Handbrake alternative or filesize calculator?

JZL

New member
I guess I haven't used/updated Handbrake in forever because the version I just installed doesn't have target filesize anymore.

This was the main reason for using it, to shrink to a certain size and re-encode video into mkv.

Suggestions? Is it hard to calculate filesize based on the bitrate, or one of the programs pre-sets?
 
I guess I haven't used/updated Handbrake in forever because the version I just installed doesn't have target filesize anymore.

This was the main reason for using it, to shrink to a certain size and re-encode video into mkv.

Suggestions? Is it hard to calculate filesize based on the bitrate, or one of the programs pre-sets?

When I have used Handbrake to re-encode video files with new settings (usually to insert more reference frames to fix an issue with playback on Apple TV) I have a source file (MKV) which I can pull bitrate from first. Using Plex or VLC you can get this information about a given file. Once you have it, you can calculate the bitrate you need to use to reach a desired filesize. After doing this, take this bitrate and enter it into Handbrake on the "average bitrate" line. Minutes/hours later you have your file!
 
I guess I haven't used/updated Handbrake in forever because the version I just installed doesn't have target filesize anymore.

This was the main reason for using it, to shrink to a certain size and re-encode video into mkv.

Suggestions? Is it hard to calculate filesize based on the bitrate, or one of the programs pre-sets?

I'm curious why a specific file size matters if you aren't burning it to disc.
 
I am also wondering about this, as target file size is probably one of the worst methods to encode with.

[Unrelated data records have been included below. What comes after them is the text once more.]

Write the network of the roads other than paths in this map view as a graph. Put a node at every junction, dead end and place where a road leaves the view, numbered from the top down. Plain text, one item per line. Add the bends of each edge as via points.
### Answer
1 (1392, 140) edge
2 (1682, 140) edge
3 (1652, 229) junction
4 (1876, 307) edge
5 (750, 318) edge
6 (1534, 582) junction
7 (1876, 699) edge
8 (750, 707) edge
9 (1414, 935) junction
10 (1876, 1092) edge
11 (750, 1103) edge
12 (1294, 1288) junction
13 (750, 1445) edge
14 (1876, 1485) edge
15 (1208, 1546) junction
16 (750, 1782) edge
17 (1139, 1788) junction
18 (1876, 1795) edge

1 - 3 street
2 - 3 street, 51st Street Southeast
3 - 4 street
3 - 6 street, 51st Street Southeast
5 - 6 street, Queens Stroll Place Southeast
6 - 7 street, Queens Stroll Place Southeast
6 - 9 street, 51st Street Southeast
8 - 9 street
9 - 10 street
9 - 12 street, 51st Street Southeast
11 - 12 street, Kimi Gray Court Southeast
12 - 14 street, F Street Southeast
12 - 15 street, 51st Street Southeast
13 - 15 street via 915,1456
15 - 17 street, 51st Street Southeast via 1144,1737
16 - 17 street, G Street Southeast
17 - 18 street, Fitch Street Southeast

I actually switched to using this method (rather than the constant quality mode with its arbitrary value slider). That mode can take several tries before you arrive at a final file similar in size to the original. I don't want smaller files, I want as close to original quality as possible and then if I need a smaller file (i.e. lower bitrate) to stream at a lower quality to say a remote client or perhaps a less powerful local client that can be handled by my server.
 
I actually switched to using this method (rather than the constant quality mode with its arbitrary value slider). That mode can take several tries before you arrive at a final file similar in size to the original. I don't want smaller files, I want as close to original quality as possible and then if I need a smaller file (i.e. lower bitrate) to stream at a lower quality to say a remote client or perhaps a less powerful local client that can be handled by my server.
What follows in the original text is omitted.